"Okay," Thorne said. "I agree."
"Next problem. Evolution doesn't always act like a blind force should. Certain environmental niches don't get filled. Certain plants don't get eaten. And certain animals don't evolve much. Sharks haven't changed for a hundred and sixty million years. Opossums haven't changed since dinosaurs became extinct, sixty-five million years ago. The environments for these animals have changed dramatically, but the animals have remained almost the same. Not exactly the same, but almost. In other words, it appears they haven't responded to their environment."
"Maybe they're still well adapted," Arby said.
"Maybe. Or maybe there's something else going on that we don't understand."
" Like what?"
"Like other rules that influence the outcome."
Thorne said, "Are you saying evolution is directed?"
"No," Malcolm said. "That's Creationism and it's wrong. Just plain wrong. But I am saying that natural selection acting on genes is probably not the whole story. It's too simple. Other forces are also at work. The hemoglobin molecule is a protein that is folded like a sandwich around a central iron atom that binds oxygen. Hemoglobin expands and contracts when it takes on and gives up oxygen-like a tiny molecular lung. Now, we know the sequence of amino acids that make up hemoglobin. But we don't know how to fold it. Fortunately, we don't need to know that, because if you make the molecule, it folds all by itself. It organizes itself. And it turns out, again and again, that living things seem to have a self-organizing quality. Proteins fold. Enzymes interact. Cells arrange themselves to form organs and the organs arrange themselves to form a coherent individual. Individuals organize themselves to make a population. And populations organize themselves to make a coherent biosphere. From complexity theory, we're starting to have a sense of how this self-organization may happen, and what it means. And it implies a major change in how we view evolution."
"But," Arby said, "in the end, evolution still must be the result of the environment acting on genes."
"I don't think it's enough, Arb," Malcolm said. "I think more is involved - I think there has to be more, even to explain how our own species arose."
"About three million years ago," Malcolm said, "some African apes that had been living in trees came down to the ground. There was nothing special about these apes. Their brains were small and they weren't especially smart. They didn't have claws or sharp teeth for weapons. They weren't particularly strong, or fast. They were certainly no match for a leopard. But because they were short, they started standing upright on their hind legs, to see over the tall African grass. That's how it began. just some ordinary apes, looking out over the grass.

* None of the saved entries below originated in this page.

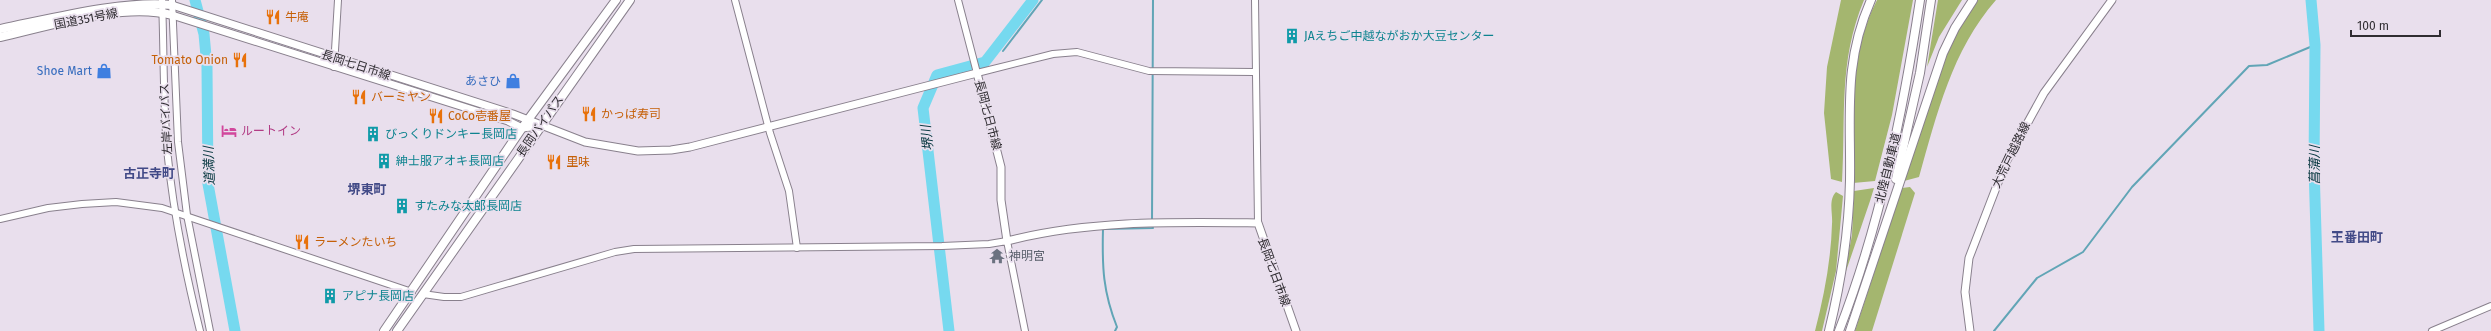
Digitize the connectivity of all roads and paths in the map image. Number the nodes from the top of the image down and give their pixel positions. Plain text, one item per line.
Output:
1 (338, 0) edge
2 (616, 0) edge
3 (630, 0) edge
4 (735, 0) edge
5 (958, 0) edge
6 (1255, 0) edge
7 (1871, 0) edge
8 (1920, 0) edge
9 (1931, 0) edge
10 (1973, 0) edge
11 (2112, 0) edge
12 (162, 1) edge
13 (172, 2) edge
14 (163, 13) junction
15 (172, 15) junction
16 (0, 29) edge
17 (0, 37) edge
18 (334, 57) junction
19 (334, 66) junction
20 (1254, 72) junction
21 (977, 73) junction
22 (530, 120) junction
23 (540, 126) junction
24 (768, 126) junction
25 (522, 128) junction
26 (174, 212) junction
27 (187, 215) junction
28 (0, 219) edge
29 (1258, 223) junction
30 (1007, 241) junction
31 (797, 248) junction
32 (1870, 270) junction
33 (412, 292) junction
34 (424, 294) junction
35 (2491, 306) edge
36 (200, 331) edge
37 (210, 331) edge
38 (384, 331) edge
39 (397, 331) edge
40 (1025, 331) edge
41 (1296, 331) edge
42 (1829, 331) edge
43 (1839, 331) edge
44 (1850, 331) edge
45 (1970, 331) edge
46 (2432, 331) edge

1 - 18 street
2 - 22 highway, 長岡バイパス
3 - 23 highway, 長岡バイパス
4 - 24 street
5 - 21 street
6 - 20 street
7 - 42 highway
8 - 43 highway, 北陸自動車道
9 - 32 highway, 北陸自動車道
10 - 32 highway, 北陸自動車道
11 - 45 main road, 大荒戸越路線
12 - 13 highway
12 - 14 street, 左岸バイパス
12 - 16 highway
13 - 15 street, 左岸バイパス
13 - 18 main road, 長岡七日市線
14 - 15 highway, 国道351号線
14 - 17 highway, 国道351号線
14 - 26 street, 左岸バイパス
15 - 19 main road, 長岡七日市線
15 - 27 street, 左岸バイパス
18 - 19 street
18 - 22 main road, 長岡七日市線
19 - 25 main road, 長岡七日市線
20 - 21 street
20 - 29 street
21 - 24 main road, 長岡七日市線
21 - 30 main road, 長岡七日市線
22 - 23 main road, 長岡七日市線
22 - 25 highway, 長岡バイパス
23 - 24 main road, 長岡七日市線
23 - 25 main road, 長岡七日市線
23 - 34 highway, 長岡バイパス
24 - 31 street
25 - 33 highway, 長岡バイパス
26 - 27 street
26 - 28 street
26 - 36 street, 左岸バイパス
27 - 33 street
27 - 37 street, 左岸バイパス
29 - 30 main road, 長岡七日市線
29 - 41 main road, 長岡七日市線
30 - 31 street
30 - 40 street
31 - 34 street
32 - 44 highway, 北陸自動車道
33 - 38 highway, 長岡バイパス
34 - 39 highway, 長岡バイパス
35 - 46 street

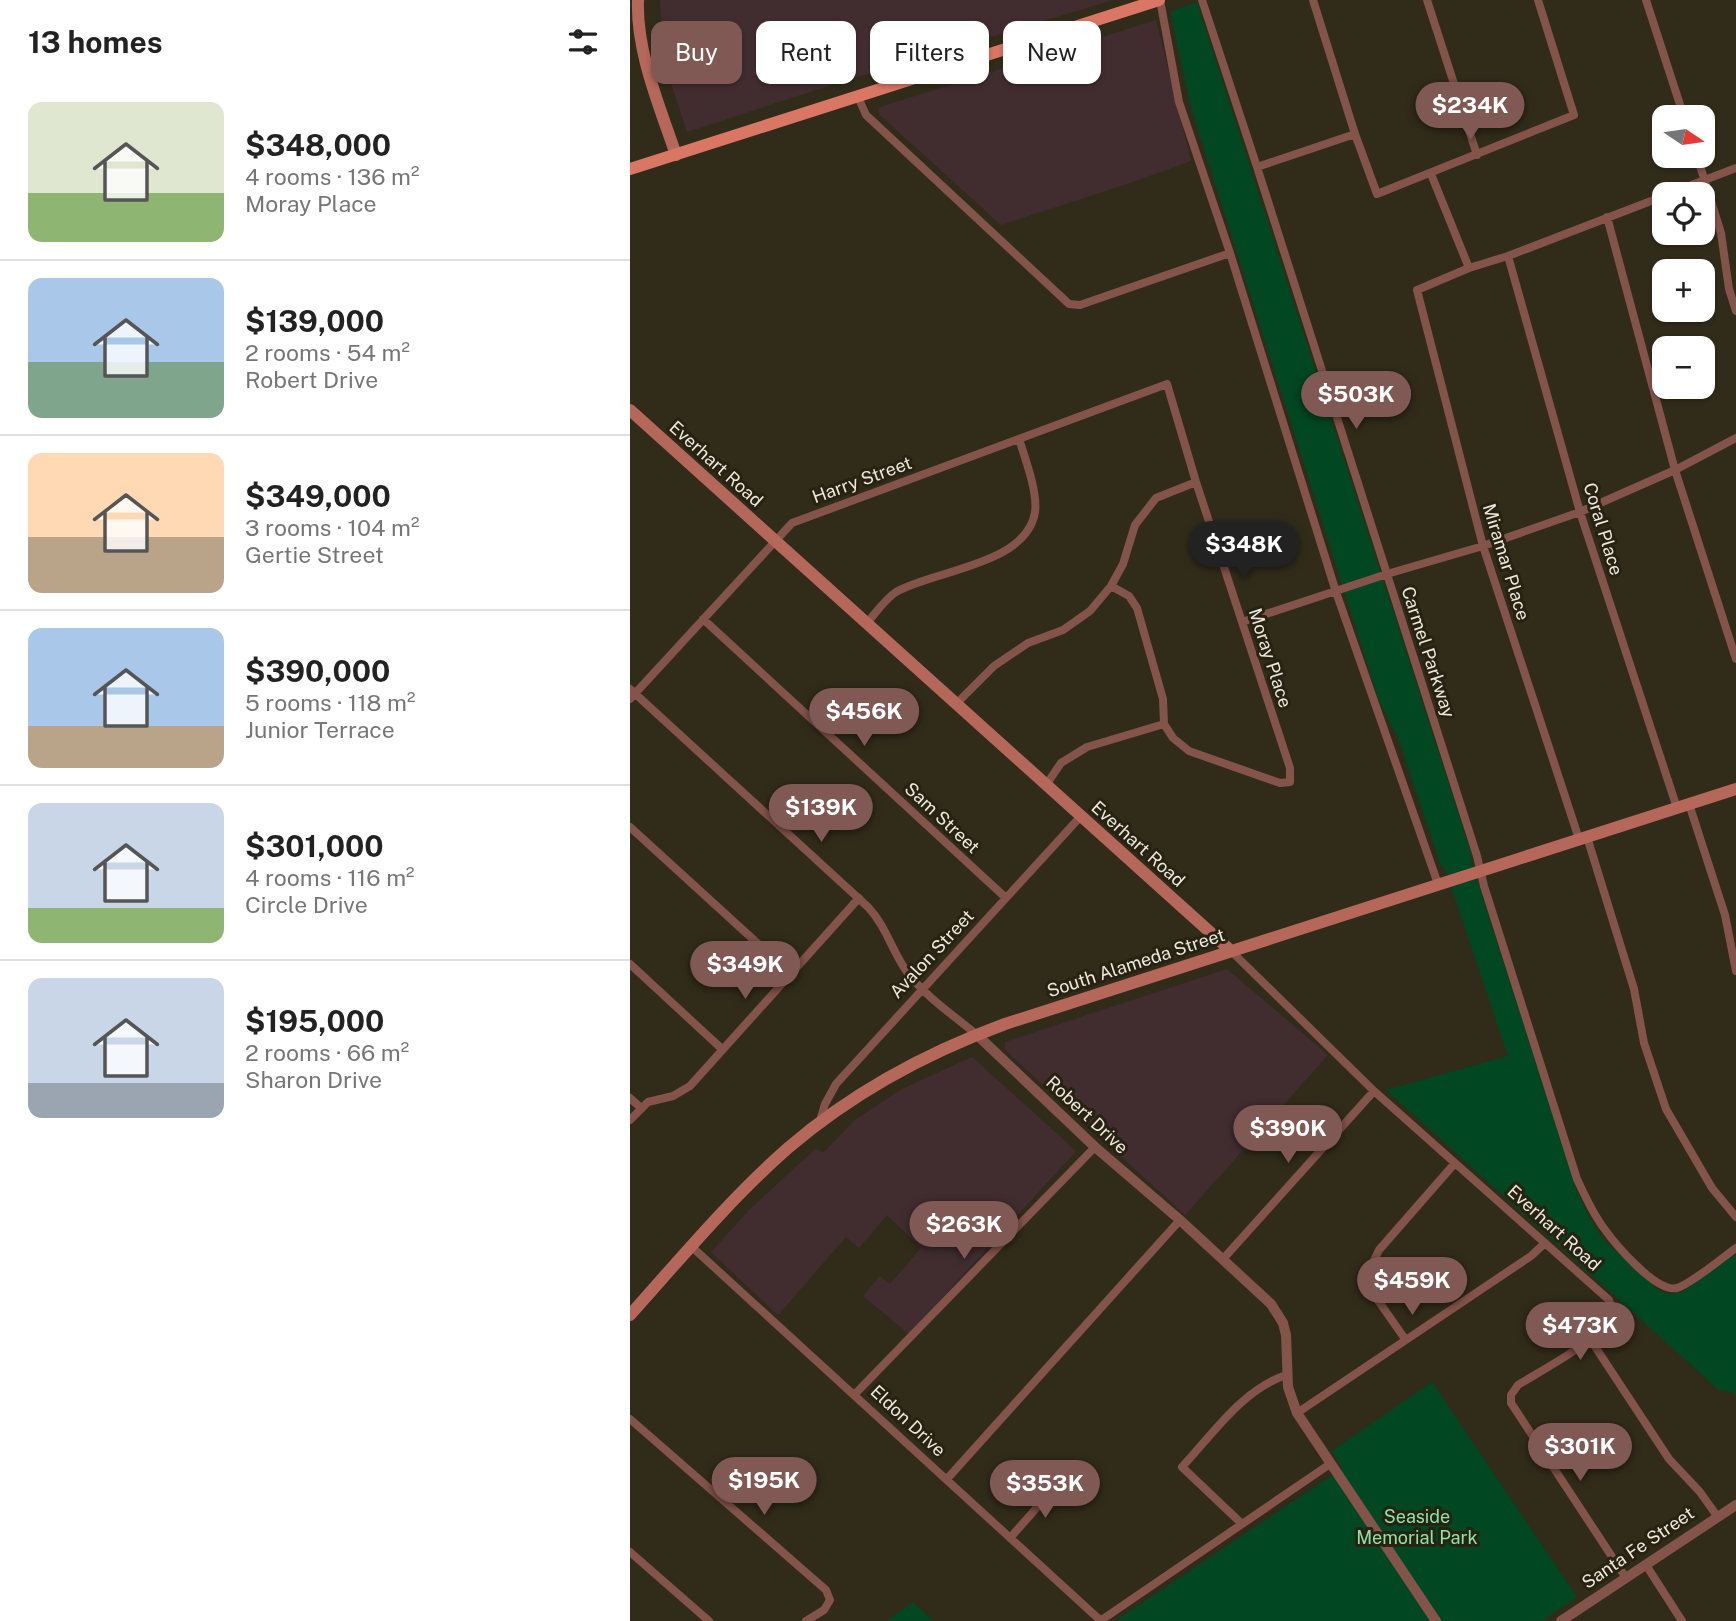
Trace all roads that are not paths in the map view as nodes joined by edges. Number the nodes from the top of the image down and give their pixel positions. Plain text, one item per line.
1 (1159, 0) edge
2 (1202, 0) edge
3 (1313, 0) edge
4 (1427, 0) edge
5 (1538, 0) edge
6 (1646, 0) edge
7 (635, 6) edge
8 (858, 97) junction
9 (1680, 105) edge
10 (1355, 134) junction
11 (676, 155) junction
12 (1477, 155) junction
13 (1257, 167) junction
14 (1701, 168) edge
15 (1736, 168) edge
16 (630, 169) edge
17 (1431, 174) junction
18 (1705, 180) junction
19 (1700, 182) edge
20 (1652, 200) edge
21 (1607, 217) junction
22 (1230, 253) junction
23 (1508, 256) junction
24 (1469, 268) junction
25 (1736, 311) edge
26 (1167, 384) joint
27 (630, 410) edge
28 (1736, 438) edge
29 (1019, 439) junction
30 (1675, 470) junction
31 (1196, 482) junction
32 (1580, 512) junction
33 (775, 541) junction
34 (1483, 546) junction
35 (1387, 574) junction
36 (1111, 586) junction
37 (1336, 592) junction
38 (703, 618) junction
39 (1242, 622) junction
40 (866, 624) junction
41 (1736, 659) edge
42 (632, 694) edge
43 (956, 704) junction
44 (1164, 724) junction
45 (1046, 785) junction
46 (1736, 789) edge
47 (1683, 806) junction
48 (1081, 816) junction
49 (630, 827) edge
50 (1583, 838) junction
51 (1480, 871) junction
52 (1438, 884) junction
53 (859, 898) junction
54 (1006, 898) junction
55 (1231, 951) junction
56 (630, 964) edge
57 (1736, 971) edge
58 (790, 973) junction
59 (922, 988) junction
60 (976, 1034) junction
61 (722, 1048) junction
62 (1374, 1091) junction
63 (630, 1098) edge
64 (641, 1108) junction
65 (630, 1120) edge
66 (820, 1122) junction
67 (1095, 1147) junction
68 (1455, 1163) junction
69 (1736, 1217) edge
70 (1180, 1220) junction
71 (1544, 1244) junction
72 (692, 1247) junction
73 (1736, 1248) edge
74 (1223, 1259) junction
75 (630, 1315) edge
76 (1405, 1339) junction
77 (1590, 1339) junction
78 (1286, 1375) junction
79 (855, 1394) junction
80 (1297, 1413) junction
81 (630, 1419) edge
82 (1330, 1464) junction
83 (947, 1479) junction
84 (1068, 1484) dead end
85 (1736, 1505) edge
86 (1717, 1516) junction
87 (1242, 1524) junction
88 (1010, 1538) junction
89 (630, 1552) edge
90 (1646, 1565) junction
91 (1626, 1578) junction
92 (709, 1621) edge
93 (806, 1621) edge
94 (1100, 1621) edge
95 (1436, 1621) edge
96 (1561, 1621) edge
97 (1682, 1621) edge

1 - 8 main road
1 - 22 street
2 - 13 street, Carmel Parkway
3 - 10 street
4 - 12 street
5 - 12 street
6 - 9 street
7 - 11 main road
8 - 11 main road
8 - 22 street
10 - 13 street
10 - 17 street
11 - 16 main road
12 - 17 street
13 - 35 street, Carmel Parkway
14 - 18 street
15 - 18 street
17 - 24 street
18 - 19 street
18 - 25 street
20 - 21 street
21 - 23 street
21 - 30 street
22 - 37 street
23 - 24 street
23 - 32 street, Coral Place
24 - 34 street, Miramar Place
26 - 29 street, Harry Street
26 - 31 street, Moray Place
27 - 33 main road, Everhart Road
28 - 30 street
29 - 33 street, Harry Street
29 - 40 street
30 - 32 street
30 - 41 street
31 - 36 street
31 - 39 street, Moray Place
32 - 34 street
32 - 47 street, Coral Place
33 - 38 street, Harry Street
33 - 40 main road, Everhart Road
34 - 35 street
34 - 50 street, Miramar Place
35 - 37 street
35 - 51 street, Carmel Parkway
36 - 43 street
36 - 44 street
37 - 39 street
37 - 52 street
38 - 42 street, Harry Street
38 - 54 street, Sam Street
39 - 44 street, Moray Place
40 - 43 main road, Everhart Road
42 - 53 street, Robert Drive
43 - 45 main road, Everhart Road
44 - 45 street
45 - 48 main road, Everhart Road
46 - 47 main road, South Alameda Street
47 - 50 main road, South Alameda Street
47 - 57 street, Coral Place
48 - 54 street, Avalon Street
48 - 55 main road, Everhart Road
49 - 58 street
50 - 51 main road, South Alameda Street
50 - 69 street, Miramar Place
51 - 52 main road, South Alameda Street
51 - 73 street, Carmel Parkway
52 - 55 main road, South Alameda Street
53 - 58 street
53 - 59 street, Robert Drive
54 - 59 street, Avalon Street
55 - 60 main road, South Alameda Street
55 - 62 street, Everhart Road
56 - 61 street
58 - 61 street
59 - 60 street, Robert Drive
59 - 66 street, Avalon Street
60 - 66 main road, South Alameda Street
60 - 67 street, Robert Drive
61 - 64 street
62 - 68 street, Everhart Road
62 - 74 street
63 - 64 street
64 - 65 street
66 - 72 main road, South Alameda Street
67 - 70 street, Robert Drive
67 - 79 street
68 - 71 street, Everhart Road
68 - 76 street
70 - 74 street, Robert Drive
70 - 83 street
71 - 76 street
71 - 77 street, Everhart Road
72 - 75 main road, South Alameda Street
72 - 79 street, Eldon Drive
74 - 78 street, Robert Drive
76 - 80 street
77 - 86 street
77 - 91 street
78 - 80 street, Robert Drive
78 - 87 street
79 - 83 street, Eldon Drive
80 - 82 street, Robert Drive
81 - 93 street
82 - 87 street
82 - 95 street, Robert Drive
83 - 88 street, Eldon Drive
84 - 88 street
85 - 86 street, Santa Fe Street
86 - 90 street, Santa Fe Street
87 - 94 street
88 - 94 street, Eldon Drive
89 - 92 street
90 - 91 street, Santa Fe Street
90 - 97 street
91 - 96 street, Santa Fe Street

"As time went on, the apes stood upright more and more of the time. That left their hands free to do things. Like all apes, they were tool-users. Chimps, for example, use twigs to fish for termites. That sort of thing. As time went on, our ape ancestors developed more complex tools. That stimulated their brains to grow in size and complexity. It began a spiral: more complex tools provoked more complex brains which provoked more complex tools. And our brains literally exploded, in evolutionary terms. Our brains more than doubled in size in about a million years. And that caused problems for us."
"Like what?"
"Like getting born, for one thing. Big brains can't pass through the birth canal - which means that both mother and child die in childbirth. That's no good. What's the evolutionary response? To make human infants born very early in development, when their brains are still small enough to pass through the pelvis. It's the marsupial solution - most of the growth occurs outside the mother's body. A human child's brain doubles during the first year of life. That's a good solution to the problem of birth, but it creates other problems. It means that human children will be helpless long after birth. The infants of many mammals can walk minutes after they're born. Others walk in a few days, or weeks. But human infants can't walk for a full year. They can't feed themselves for even longer. So one price of big brains was that our ancestors had to evolve new, stable social organizations to permit long-term child care, lasting many years, These big-brained, totally helpless children changed society. But that's not the most important consequence."
"No?"
"No. Being born in an immature state means that human infants have unformed brains. They don't arrive with a lot of built-in, instinctive behavior. Instinctively, a newborn infant can suck and grasp, but that's about all. Complex human behavior is not instinctive at all. So human societies had to develop education to train the brains of their children. To teach them how to act. Every human society expends tremendous time and energy teaching its children the right way to behave. You look at a simpler society, in the rain forest somewhere, and you find that every child is born into a network of adults responsible for helping to raise the child. Not only parents, but aunts and uncles and grandparents and tribal elders. Some teach the child to hunt or gather food or weave; some teach them about sex or war. But the responsibilities are clearly defined, and if a child does not have, say, a mother's brother's sister to do a specific teaching job, the people get together and appoint a substitute. Because raising children is, in a sense, the reason the society exists in the first place. It's the most important thing that happens, and it's the culmination of all the tools and language and social structure that has evolved. And eventually, a few million years later, we have kids using computers.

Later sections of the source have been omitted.